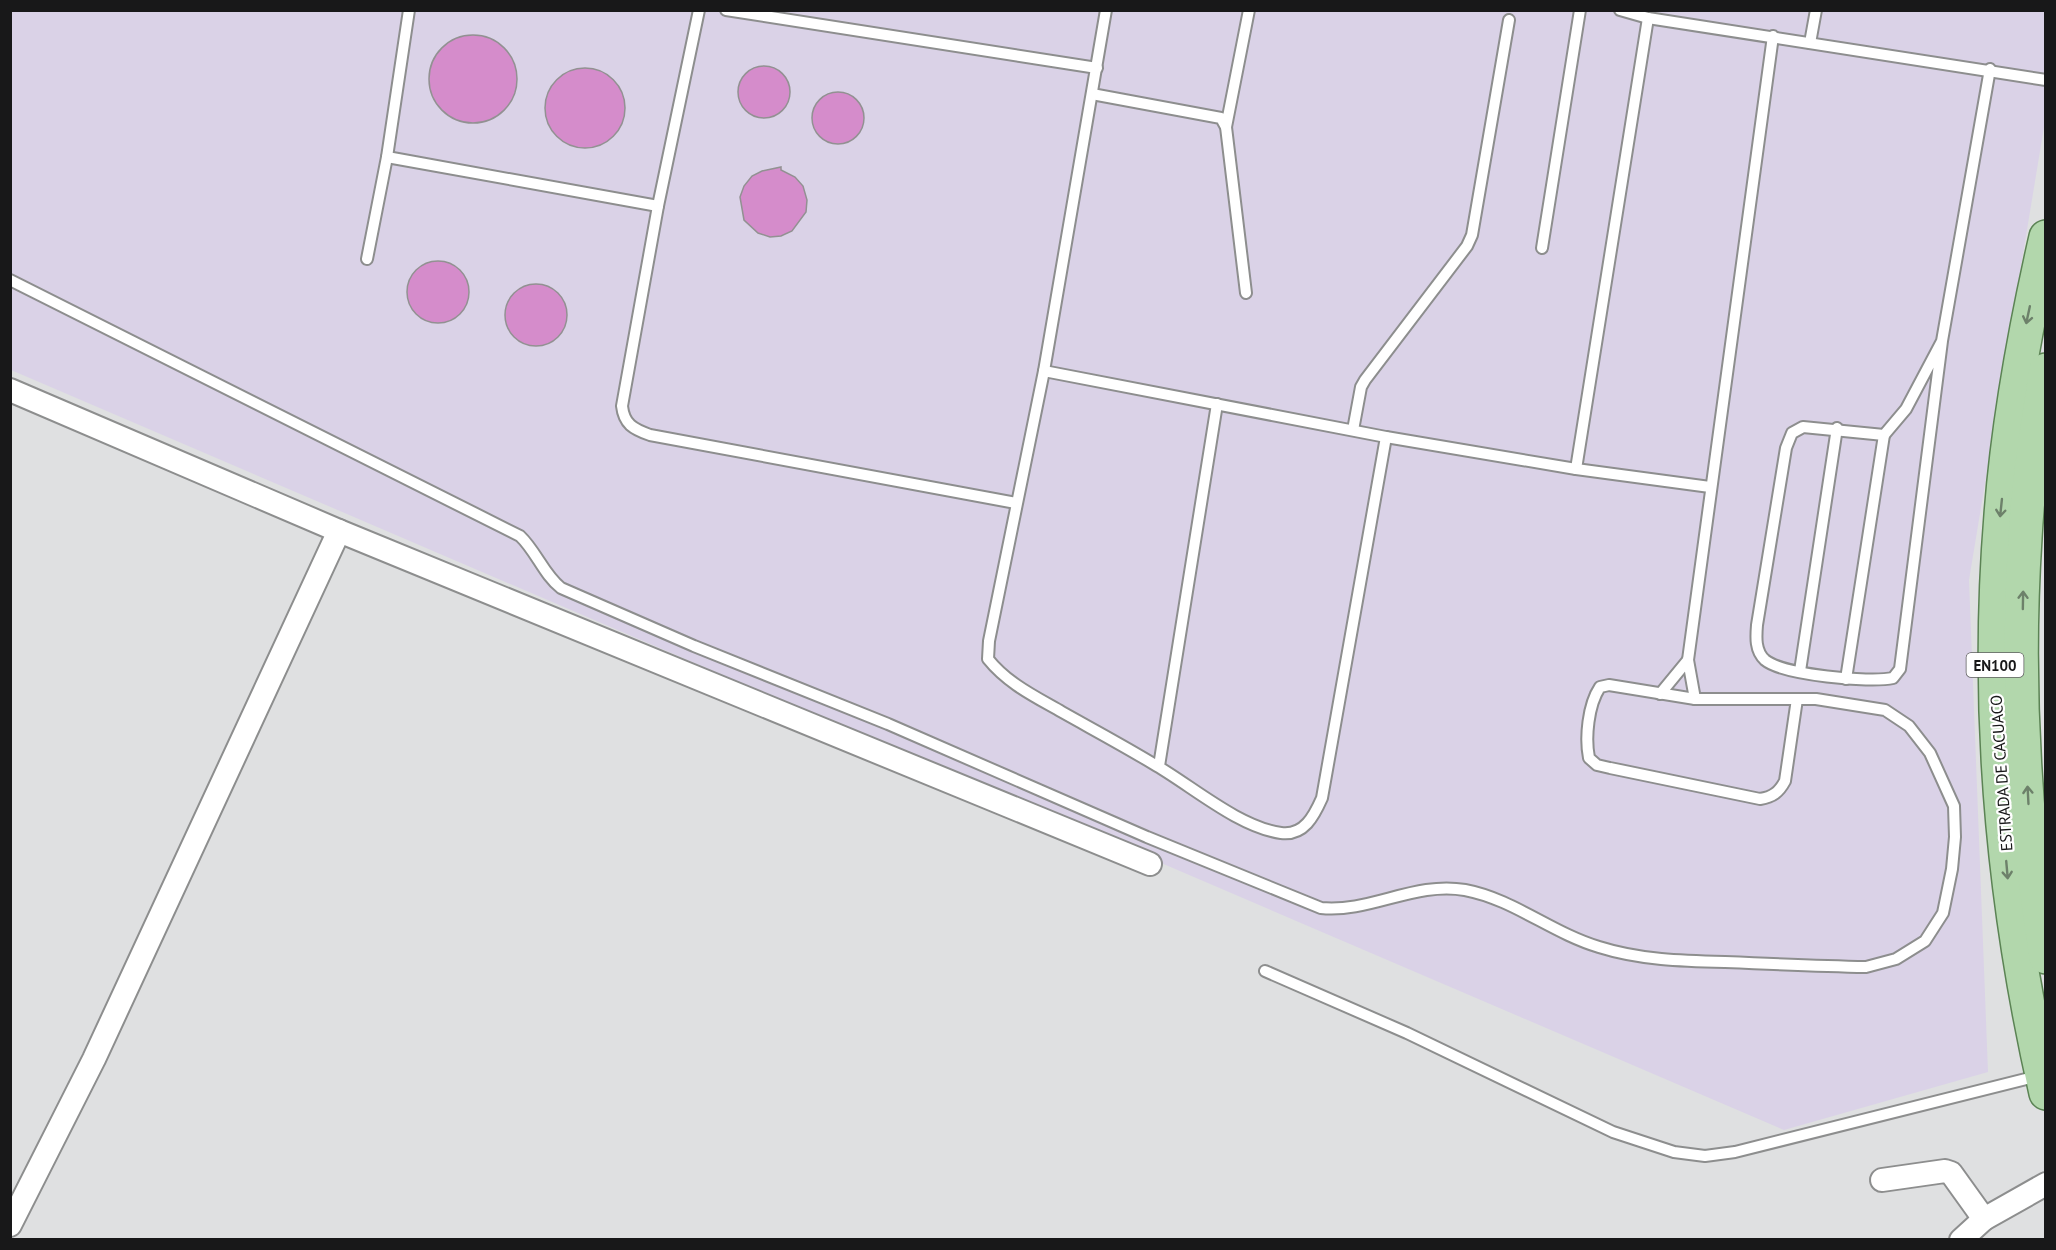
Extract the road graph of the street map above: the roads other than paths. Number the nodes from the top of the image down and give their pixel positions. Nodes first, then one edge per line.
1 (410, 10) edge
2 (699, 10) edge
3 (726, 10) edge
4 (1106, 10) edge
5 (1249, 10) edge
6 (1580, 10) edge
7 (1620, 10) edge
8 (1816, 10) edge
9 (1648, 18) junction
10 (1509, 20) dead end
11 (1773, 36) junction
12 (1810, 43) junction
13 (1097, 68) junction
14 (1990, 69) junction
15 (2046, 80) edge
16 (1092, 94) junction
17 (1226, 127) junction
18 (387, 157) junction
19 (658, 206) junction
20 (2046, 237) edge
21 (1542, 248) dead end
22 (367, 259) dead end
23 (10, 280) edge
24 (1246, 293) dead end
25 (1942, 341) junction
26 (2046, 370) edge
27 (1044, 371) junction
28 (10, 390) edge
29 (1217, 404) junction
30 (1836, 428) junction
31 (1353, 430) junction
32 (1884, 435) junction
33 (1386, 437) junction
34 (1576, 469) junction
35 (1710, 488) junction
36 (1016, 503) junction
37 (339, 531) junction
38 (1688, 660) junction
39 (1800, 671) junction
40 (1846, 679) junction
41 (1660, 694) junction
42 (1695, 699) junction
43 (1797, 699) junction
44 (1159, 766) junction
45 (1150, 864) dead end
46 (2046, 957) edge
47 (1265, 971) dead end
48 (2044, 1084) edge
49 (1882, 1180) dead end
50 (2046, 1184) edge
51 (1984, 1219) junction
52 (10, 1225) edge
53 (1961, 1239) edge

1 - 18 lane
2 - 19 lane
3 - 13 lane
4 - 13 lane
5 - 17 lane
6 - 21 lane
7 - 9 lane
8 - 12 lane
9 - 11 lane
9 - 34 lane
10 - 31 lane
11 - 12 lane
11 - 35 lane
12 - 14 lane
13 - 16 lane
14 - 15 lane
14 - 25 lane
16 - 17 lane
16 - 27 lane
17 - 24 lane
18 - 19 lane
18 - 22 lane
19 - 36 lane
20 -> 48 main road, ESTRADA DE CACUACO / EN100
23 - 43 lane
25 - 32 lane
25 - 40 lane
46 -> 26 main road, ESTRADA DE CACUACO / EN100
27 - 29 lane
27 - 36 lane
28 - 37 street
29 - 31 lane
29 - 44 lane
30 - 32 lane
30 - 39 lane
30 - 39 lane
31 - 33 lane
32 - 40 lane
33 - 34 lane
33 - 44 lane
34 - 35 lane
35 - 38 lane
36 - 44 lane
37 - 45 street
37 - 52 street
38 - 41 lane
38 - 42 lane
39 - 40 lane
41 - 42 lane
41 - 43 lane
42 - 43 lane
47 - 48 lane
49 - 51 street
50 - 51 street
51 - 53 street

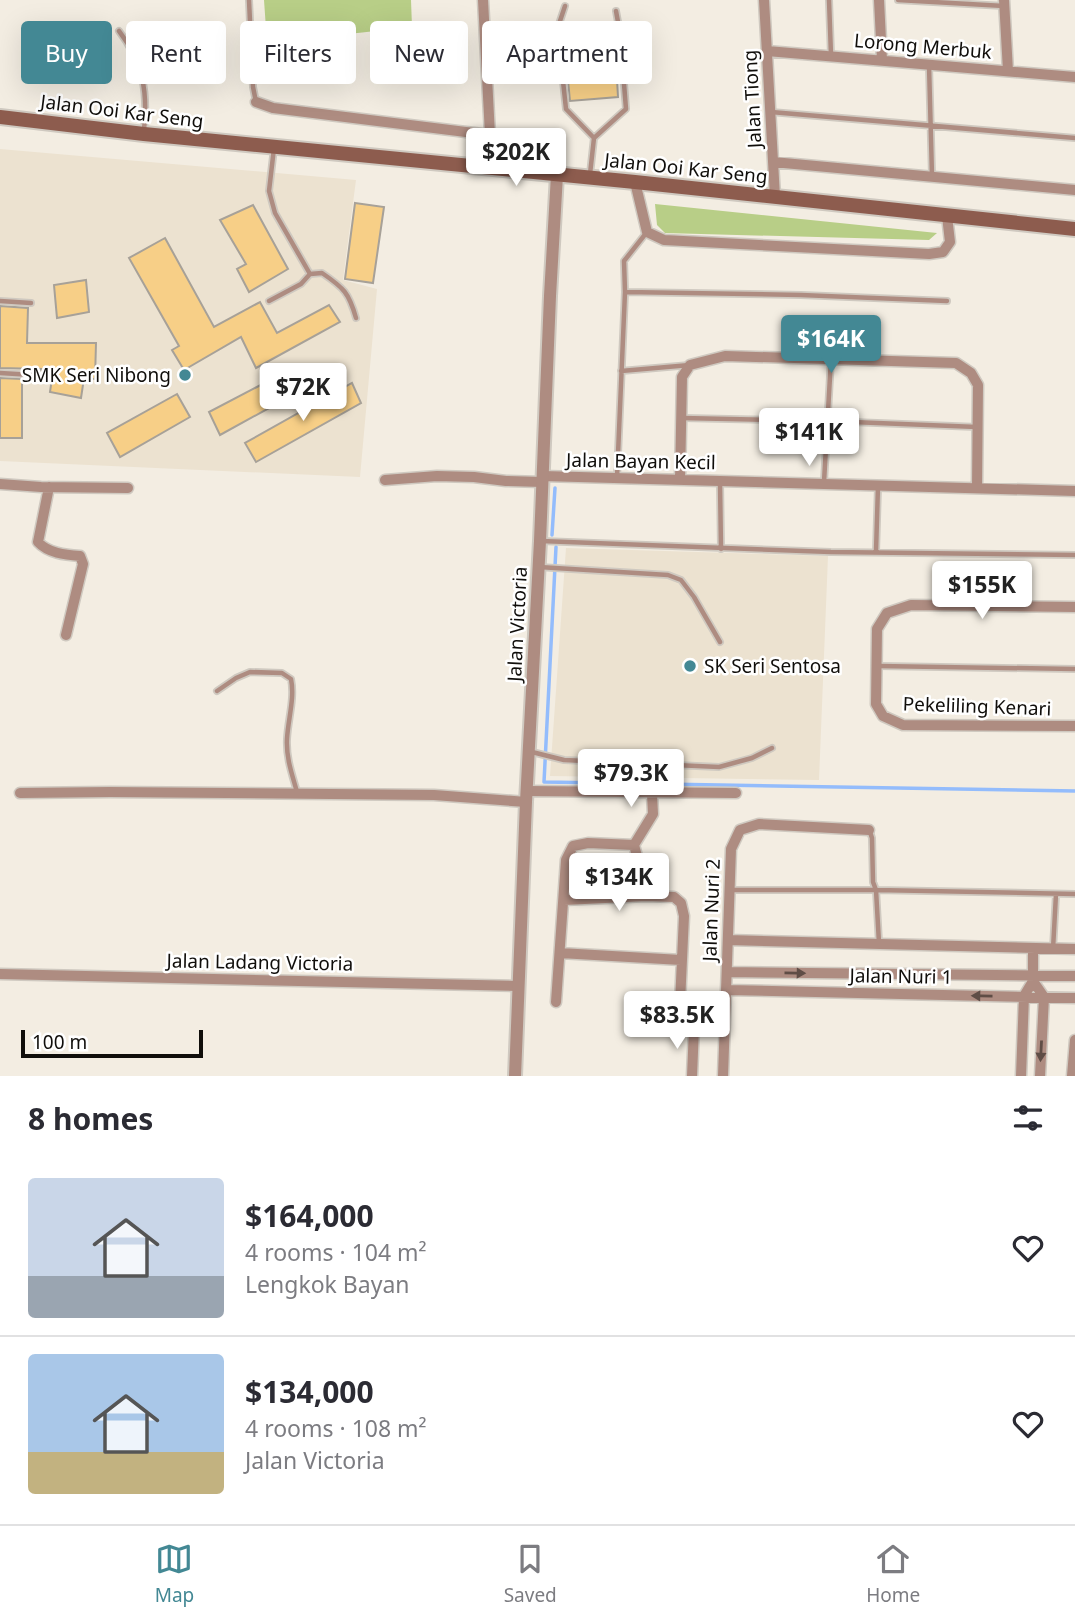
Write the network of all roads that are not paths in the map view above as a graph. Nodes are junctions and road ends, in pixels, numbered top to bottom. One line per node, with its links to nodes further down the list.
1 (249, 0): 17 (lane)
2 (483, 0): 22 (street)
3 (764, 0): 11 (street, Jalan Tiong)
4 (828, 0): 12 (lane)
5 (879, 0): 13 (street)
6 (898, 0): 7 (lane)
7 (1004, 3): 15 (street)
8 (565, 6): 23 (lane)
9 (616, 11): 23 (lane)
10 (119, 31): 21 (lane)
11 (767, 51): 12 (street, Lorong Merbuk); 18 (street, Jalan Tiong)
12 (831, 56): 13 (street, Lorong Merbuk)
13 (882, 60): 14 (street, Lorong Merbuk)
14 (929, 64): 15 (street, Lorong Merbuk); 20 (lane)
15 (1008, 71): 16 (street, Lorong Merbuk)
16 (1075, 77)
17 (256, 102): 22 (street)
18 (770, 111): 20 (lane); 27 (street, Jalan Tiong)
19 (0, 117): 21 (main road, Jalan Ooi Kar Seng)
20 (931, 126): 24 (lane); 30 (lane)
21 (144, 134): 26 (main road, Jalan Ooi Kar Seng)
22 (490, 135): 25 (street); 28 (street)
23 (594, 138): 31 (lane)
24 (1075, 138)
25 (544, 140)
26 (274, 148): 28 (main road, Jalan Ooi Kar Seng); 38 (lane)
27 (773, 162): 30 (street); 34 (street, Jalan Tiong)
28 (490, 168): 29 (main road, Jalan Ooi Kar Seng)
29 (557, 175): 31 (main road, Jalan Ooi Kar Seng); 54 (street, Jalan Victoria)
30 (932, 176): 33 (street)
31 (590, 178): 32 (main road, Jalan Ooi Kar Seng)
32 (635, 182): 34 (main road, Jalan Ooi Kar Seng); 37 (street)
33 (1075, 190)
34 (775, 197): 35 (main road, Jalan Ooi Kar Seng)
35 (947, 216): 36 (main road, Jalan Ooi Kar Seng); 37 (street)
36 (1075, 229)
37 (647, 232): 39 (lane)
38 (310, 274): 41 (lane); 44 (lane)
39 (625, 292): 42 (lane); 47 (lane)
40 (0, 301): 43 (lane)
41 (269, 301)
42 (947, 301)
43 (31, 303)
44 (356, 318)
45 (831, 359): 46 (street); 51 (lane); 52 (street)
46 (690, 365): 47 (lane); 50 (street)
47 (621, 371): 53 (lane)
48 (0, 373): 49 (lane)
49 (33, 375)
50 (681, 418): 51 (lane); 56 (street)
51 (827, 421): 52 (lane); 58 (lane)
52 (978, 426): 63 (street)
53 (617, 478): 54 (street, Jalan Bayan Kecil); 56 (street, Jalan Bayan Kecil)
54 (543, 479): 55 (street, Jalan Bayan Kecil); 65 (street, Jalan Victoria)
55 (385, 480)
56 (680, 480): 57 (street, Jalan Bayan Kecil)
57 (720, 481): 58 (street, Jalan Bayan Kecil); 66 (lane)
58 (824, 483): 60 (street, Jalan Bayan Kecil)
59 (0, 484): 61 (street)
60 (878, 485): 63 (street, Jalan Bayan Kecil); 67 (lane)
61 (49, 487): 62 (street); 71 (street)
62 (128, 488)
63 (977, 488): 64 (street, Jalan Bayan Kecil)
64 (1075, 491)
65 (540, 541): 66 (lane); 69 (street, Jalan Victoria)
66 (721, 549): 67 (lane)
67 (876, 552): 68 (lane)
68 (1075, 555)
69 (544, 567): 72 (lane); 78 (street, Jalan Victoria)
70 (1075, 607): 73 (street, Pekeliling Kenari)
71 (66, 635)
72 (720, 642)
73 (877, 666): 74 (lane); 76 (street, Pekeliling Kenari)
74 (1075, 669)
75 (218, 691): 80 (lane)
76 (1075, 726)
77 (772, 748): 78 (lane)
78 (534, 753): 83 (street, Jalan Victoria)
79 (20, 793): 80 (street)
80 (298, 793): 83 (street)
81 (736, 793): 82 (street)
82 (652, 794): 83 (street); 85 (street)
83 (527, 797): 103 (street, Jalan Victoria)
84 (869, 830): 86 (street, Jalan Nuri 2); 87 (lane)
85 (634, 845): 90 (street); 91 (street)
86 (730, 890): 87 (lane); 92 (street, Jalan Nuri 2)
87 (876, 890): 88 (lane); 93 (lane)
88 (1056, 894): 89 (lane); 95 (lane)
89 (1075, 894)
90 (646, 896): 91 (street); 98 (street)
91 (564, 900): 97 (street)
92 (728, 940): 93 (street, Jalan Nuri 1); 99 (street, Jalan Nuri 2)
93 (879, 944): 94 (street, Jalan Nuri 1)
94 (1032, 948): 95 (street, Jalan Nuri 1); 102 (street)
95 (1054, 948): 96 (street, Jalan Nuri 1)
96 (1075, 949)
97 (560, 953): 98 (street); 108 (street)
98 (681, 960): 109 (street)
99 (727, 972): 102 (street, Jalan Nuri 1, one-way to 102); 104 (street, Jalan Nuri 2)
100 (0, 974): 103 (street, Jalan Ladang Victoria)
101 (1075, 976): 102 (street, Jalan Nuri 1)
102 (1033, 978): 105 (street); 106 (street)
103 (518, 986): 112 (street, Jalan Victoria)
104 (727, 990): 105 (street, Jalan Nuri 1, one-way to 104); 114 (street, Jalan Nuri 2)
105 (1024, 996): 106 (street, Jalan Nuri 1); 115 (street)
106 (1044, 997): 107 (street, Jalan Nuri 1); 116 (street, one-way to 116)
107 (1075, 998)
108 (556, 1002)
109 (680, 1003)
110 (694, 1028): 113 (street)
111 (1075, 1041): 117 (street)
112 (514, 1076)
113 (692, 1076)
114 (723, 1076)
115 (1021, 1076)
116 (1040, 1076)
117 (1072, 1076)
☆ ☆ ☆ ☆
- _Required work_: Please give the number of lines in the data above that hold "Nuri", and write nothing else.

- _Task answer_: 11